Book HomeXML in a Nutshell

2.5. Entity References

The character data inside an element may not contain a raw unescaped opening angle bracket (<). This character is always interpreted as beginning a tag. If you need to use this character in your text, you can escape it using the &lt; entity reference. When a parser reads the document, it will replace the &lt; entity reference with the actual < character. However, it will not confuse &lt; with the start of a tag. For example:

<SCRIPT LANGUAGE="JavaScript">
  if (location.host.toLowerCase( ).indexOf("cafeconleche") &lt; 0) {
    location.href="http://www.cafeconleche.org/";
  }
</SCRIPT>

The character data inside an element may not contain a raw unescaped ampersand (&) either.
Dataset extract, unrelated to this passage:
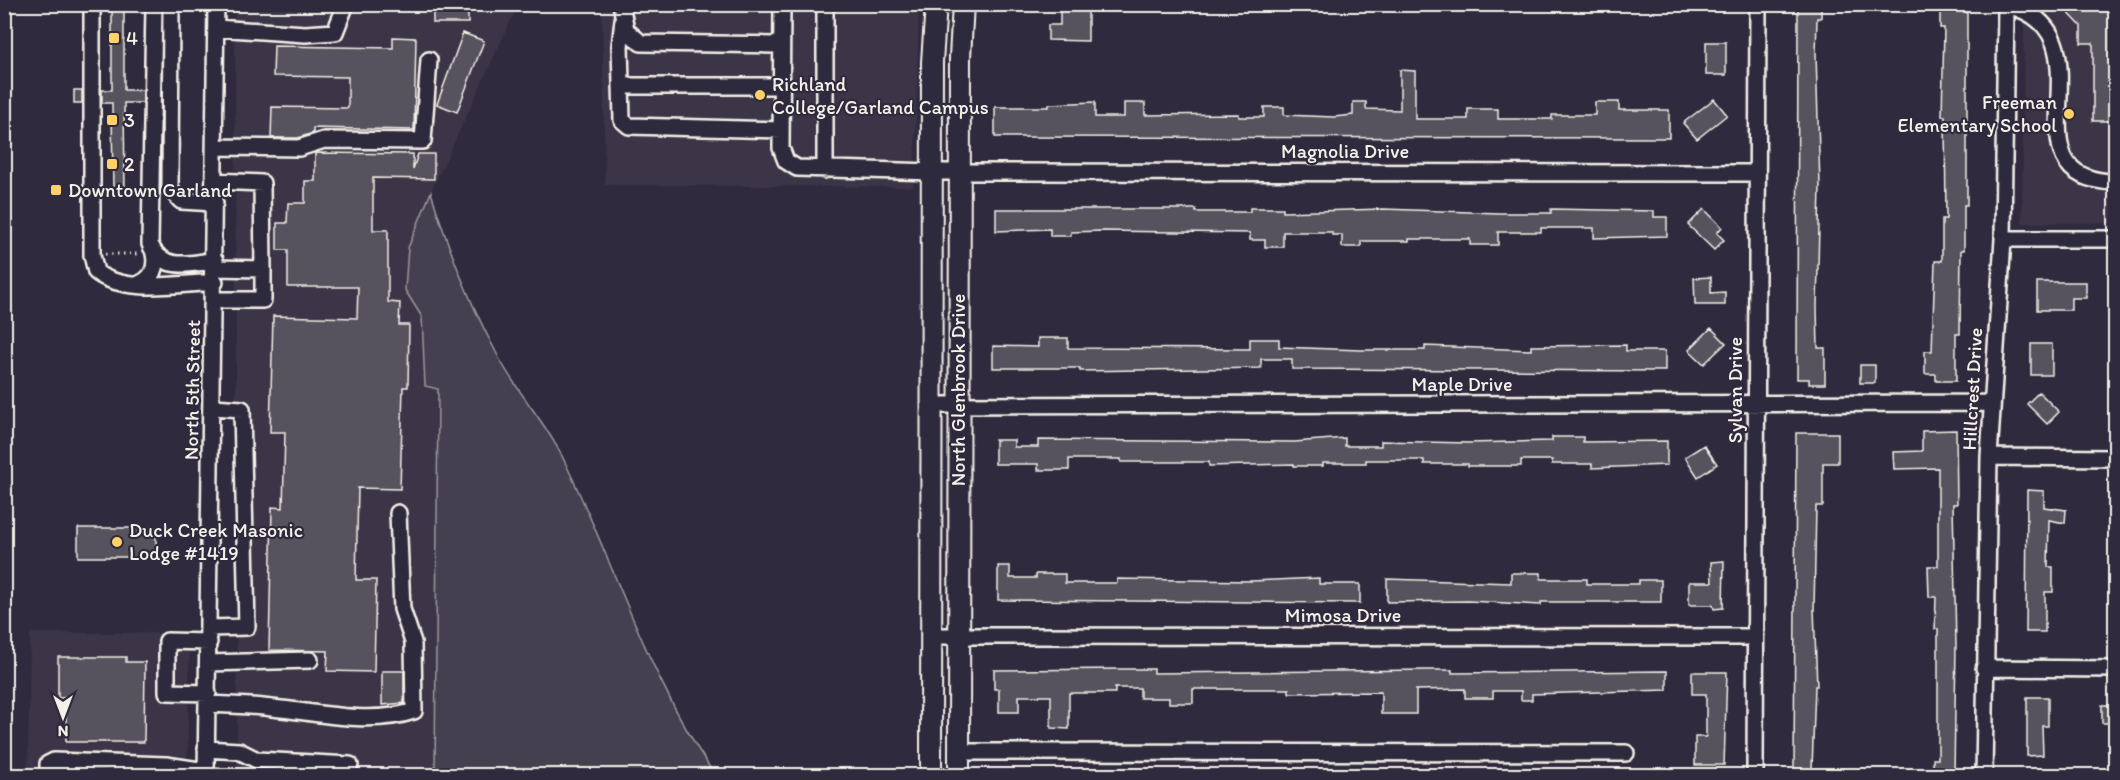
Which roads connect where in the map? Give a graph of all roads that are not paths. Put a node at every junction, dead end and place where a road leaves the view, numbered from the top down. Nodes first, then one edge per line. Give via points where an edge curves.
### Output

This is always interpreted as beginning an entity or character reference. However, the ampersand may be escaped using the &amp; entity reference like this:

<publisher>O'Reilly &amp; Associates</publisher>

Entity references such as &amp; and &lt; are considered to be markup. When an application parses an XML document, it replaces this particular markup with the actual characters to which the entity reference refers.

XML predefines exactly five entity references. These are:

&lt;
The less-than sign; a.k.a. the opening angle bracket (<)

&amp;
The ampersand (&)

&gt;
The greater-than sign; a.k.a. the closing angle bracket (>)

&quot;
The straight, double quotation marks (")

&apos;
The apostrophe; a.k.a. the straight single quote (')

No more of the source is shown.